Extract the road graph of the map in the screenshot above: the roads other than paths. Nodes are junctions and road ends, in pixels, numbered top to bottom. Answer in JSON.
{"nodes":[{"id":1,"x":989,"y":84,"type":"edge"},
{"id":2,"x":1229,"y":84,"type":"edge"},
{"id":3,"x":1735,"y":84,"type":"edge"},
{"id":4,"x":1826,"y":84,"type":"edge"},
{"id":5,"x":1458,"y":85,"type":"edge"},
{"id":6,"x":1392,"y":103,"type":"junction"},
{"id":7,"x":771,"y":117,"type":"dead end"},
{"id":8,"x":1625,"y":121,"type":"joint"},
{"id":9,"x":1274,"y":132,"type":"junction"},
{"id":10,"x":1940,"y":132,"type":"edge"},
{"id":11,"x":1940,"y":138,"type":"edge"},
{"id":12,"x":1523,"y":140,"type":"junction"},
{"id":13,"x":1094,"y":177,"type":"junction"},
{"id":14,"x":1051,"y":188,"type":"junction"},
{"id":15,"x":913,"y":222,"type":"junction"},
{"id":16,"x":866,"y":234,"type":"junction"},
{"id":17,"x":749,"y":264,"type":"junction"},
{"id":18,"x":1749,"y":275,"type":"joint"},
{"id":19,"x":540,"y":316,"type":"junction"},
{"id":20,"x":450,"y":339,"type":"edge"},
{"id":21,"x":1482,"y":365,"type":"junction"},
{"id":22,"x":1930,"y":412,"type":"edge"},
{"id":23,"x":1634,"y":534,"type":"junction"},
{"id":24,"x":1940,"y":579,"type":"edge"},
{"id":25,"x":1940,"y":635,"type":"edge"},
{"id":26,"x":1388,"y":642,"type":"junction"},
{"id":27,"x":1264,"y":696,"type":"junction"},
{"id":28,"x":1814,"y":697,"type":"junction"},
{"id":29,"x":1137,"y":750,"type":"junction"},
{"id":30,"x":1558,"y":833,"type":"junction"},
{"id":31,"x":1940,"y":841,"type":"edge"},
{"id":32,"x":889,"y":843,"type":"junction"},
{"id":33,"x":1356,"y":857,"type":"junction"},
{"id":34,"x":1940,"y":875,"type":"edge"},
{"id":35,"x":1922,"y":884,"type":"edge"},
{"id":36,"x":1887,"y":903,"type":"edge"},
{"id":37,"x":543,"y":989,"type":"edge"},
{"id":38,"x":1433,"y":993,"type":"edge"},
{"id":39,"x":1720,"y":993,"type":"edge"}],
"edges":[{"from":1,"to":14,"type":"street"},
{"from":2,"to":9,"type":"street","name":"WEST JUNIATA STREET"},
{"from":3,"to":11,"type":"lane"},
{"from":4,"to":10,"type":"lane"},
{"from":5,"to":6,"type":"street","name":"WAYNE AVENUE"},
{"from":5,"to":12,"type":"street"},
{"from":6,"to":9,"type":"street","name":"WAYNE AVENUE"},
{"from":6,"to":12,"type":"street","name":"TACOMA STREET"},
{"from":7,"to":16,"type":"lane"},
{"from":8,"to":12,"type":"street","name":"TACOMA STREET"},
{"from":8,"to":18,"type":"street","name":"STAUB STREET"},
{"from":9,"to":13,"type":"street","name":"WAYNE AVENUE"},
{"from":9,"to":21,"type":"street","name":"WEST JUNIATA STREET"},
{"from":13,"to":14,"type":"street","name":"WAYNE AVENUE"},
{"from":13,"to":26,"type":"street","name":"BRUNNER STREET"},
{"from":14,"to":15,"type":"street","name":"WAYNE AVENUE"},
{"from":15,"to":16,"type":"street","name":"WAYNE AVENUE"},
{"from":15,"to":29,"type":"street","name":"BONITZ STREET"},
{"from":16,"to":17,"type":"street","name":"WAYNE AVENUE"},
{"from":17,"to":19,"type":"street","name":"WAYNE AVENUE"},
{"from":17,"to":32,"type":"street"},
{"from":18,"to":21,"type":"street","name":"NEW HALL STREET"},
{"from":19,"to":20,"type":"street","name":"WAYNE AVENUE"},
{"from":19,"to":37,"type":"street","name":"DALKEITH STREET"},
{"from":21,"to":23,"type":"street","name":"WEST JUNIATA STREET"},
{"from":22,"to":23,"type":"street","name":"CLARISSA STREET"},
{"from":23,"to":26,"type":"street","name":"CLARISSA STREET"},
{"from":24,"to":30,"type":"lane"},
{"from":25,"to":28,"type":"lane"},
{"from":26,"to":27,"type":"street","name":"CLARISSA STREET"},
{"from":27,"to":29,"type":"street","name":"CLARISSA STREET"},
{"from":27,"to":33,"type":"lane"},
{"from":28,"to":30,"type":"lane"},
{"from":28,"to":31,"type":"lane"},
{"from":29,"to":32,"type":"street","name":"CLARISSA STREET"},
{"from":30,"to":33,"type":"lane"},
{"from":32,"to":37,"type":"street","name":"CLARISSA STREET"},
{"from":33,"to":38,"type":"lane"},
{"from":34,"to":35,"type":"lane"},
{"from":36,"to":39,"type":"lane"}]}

----------

GOAL OF THE EXERCISE: All lines in the listing above with the string "JUNIATA" should be returned.

EXPECTED ANSWER:
{"from":2,"to":9,"type":"street","name":"WEST JUNIATA STREET"},
{"from":9,"to":21,"type":"street","name":"WEST JUNIATA STREET"},
{"from":21,"to":23,"type":"street","name":"WEST JUNIATA STREET"},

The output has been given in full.